Sublimatable signage already is available in multiple materials, shapes and sizes. All too often, however, you have a potential order that requires a specific material in a specific size and shape for which there is nothing available that’s sublimation-friendly.
For example, think about all the types of wood — pine, oak, walnut, cherry, teak and mahogany, to name a few. They are readily available in stores such as Home Depot and can be shaped to order using woodworking tools. But without a proper polymer coating, you are wasting your time with sublimation. However, sublimatable HTV makes decorating on any type of wood a possibility. As an added bonus, if you’re good with carpentry, this can lead to unique products that none of your competitors can offer.
Plaques and awards are big business in the sublimation world and there are a lot of great products to choose from in the marketplace. Once again, if you can’t find the right option, then you may lose sales opportunities. Think of the convenience and peace of mind you could have when walking into a craft or hobby store and finding an off-the-shelf item that would satisfy customers’ needs and knowing you can sublimate it.
Removing the Limits
Now, you might be asking yourself why not just use standard HTV and not bother with the sublimation version. Standard HTV involves a solid-color product, which means you’ll have to inventory a lot of vinyl in order to have a wide range of colors at your fingertips.
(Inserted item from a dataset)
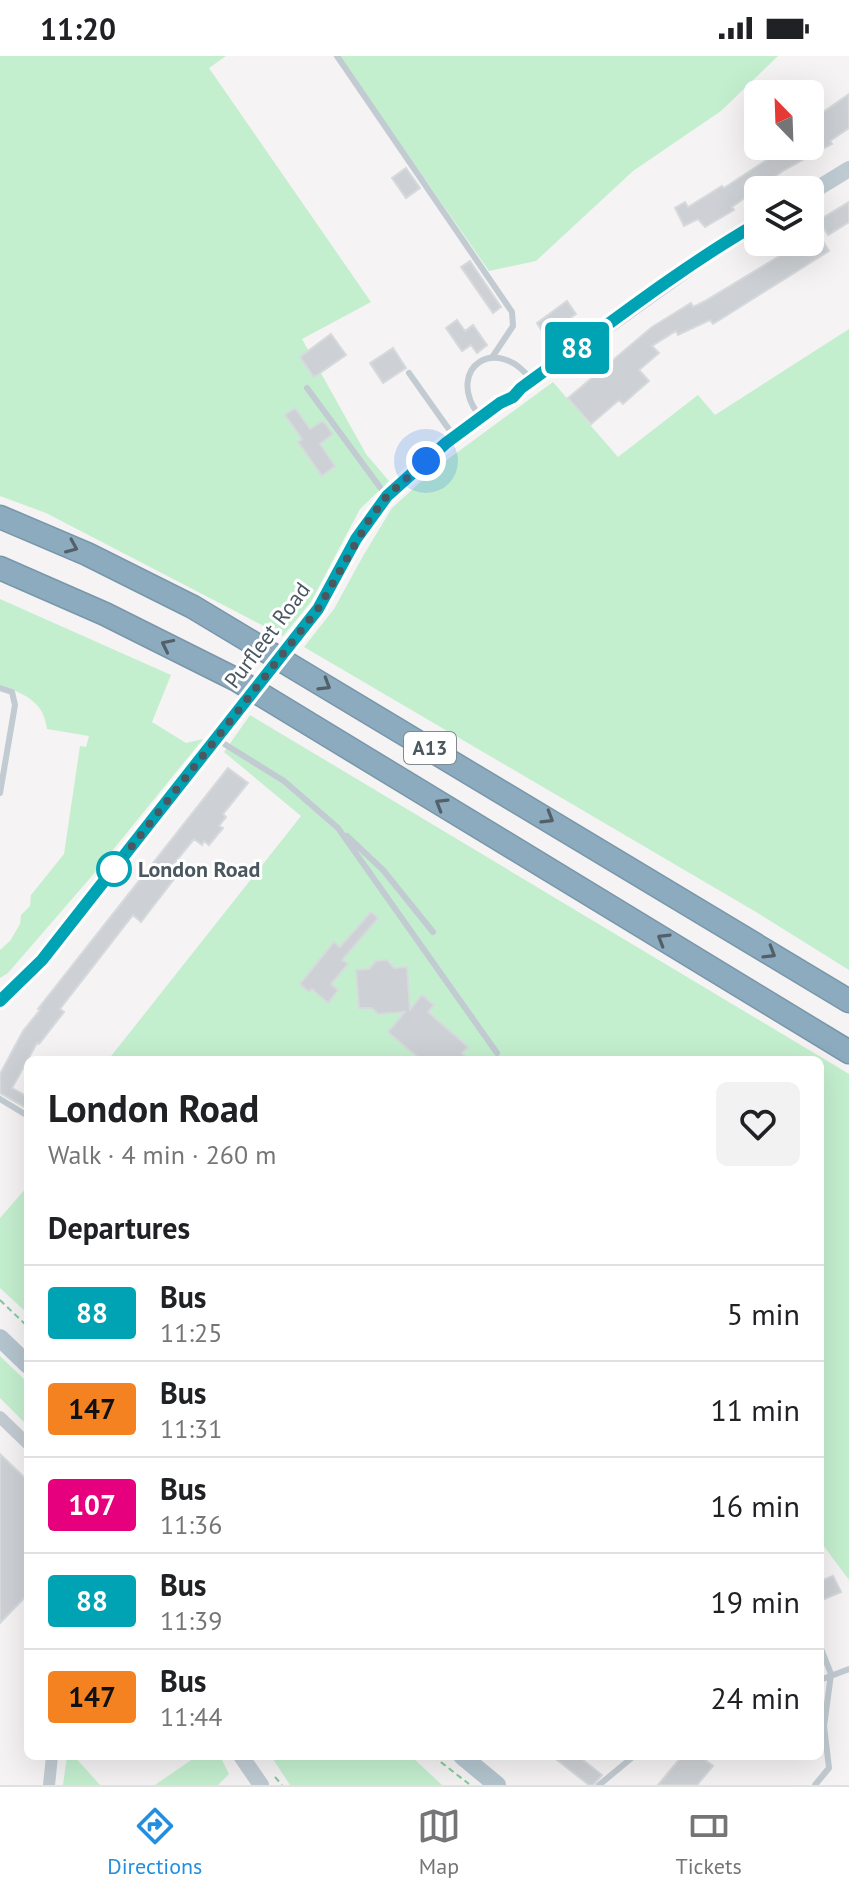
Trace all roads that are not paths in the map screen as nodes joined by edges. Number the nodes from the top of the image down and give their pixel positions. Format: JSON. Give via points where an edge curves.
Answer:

With products like EasySubli, you only need to stock one color: white. That’s because you can use sublimation to produce virtually any color, even those not found in the HTV world. For example, rather than “getting close” to a team’s colors or business’s logo, you can match it exactly.
With sublimation vinyl, you also aren’t limited to solid colors. You can print shapes, patterns and multicolor images. You even can produce vinyl with photographic images, full-color logos and more. This takes your creativity to a higher level than ever before.
If you want to expand your business and your market reach, this is a very affordable option. Just think of all the preciously unsublimatable products that now are sublimatable.
Award-winning author and international speaker Jimmy Lamb worked in the decorated-apparel industry for more than 30 years. He has worked for many industry suppliers, including Hirsch Solutions and Sawgrass Technologies. In addition to authoring hundreds of articles, he also has been a speaker at Impressions Expo trade shows and owned his own decorated-apparel business. For more information or to comment on this article, email Jimmy at email@example.com.
Specialty Products and Presses
Curved and rounded products require special heat presses, such as a mug or cap press, which have curved surfaces designed to fit those products. Combination presses also offer flat- and curved-pressing capabilities with specialized attachments.
Specialty 3-D heat presses also are designed for products with curved surfaces. In addition, they can apply images to multiple surfaces of a single substrate, such as the top and sides of a cellphone cover. This type of press uses a vacuum system, not a platen, to pull a membrane tight around the substrate and then applies convection heat.
Wraps can be used with some rounded products as an alternative to presses. Transfers are secured to the substrate using a special high-temperature wrap that surrounds the item and latches into place. The substrate is then placed in a convection oven for an extended period of time — typically 12-15 minutes. Wraps are available in multiple sizes and can be used for products such as mugs, pet food bowls, cookie jars, etc.
Finally, a rotary press — also known as a calender press — is a continuous-feed unit used for pressing fabric as it comes off a roll-style sublimation printer. The fabric passes through a series of heated rollers that also “press” the sublimation. It is typically used for large-volume fabric pressing.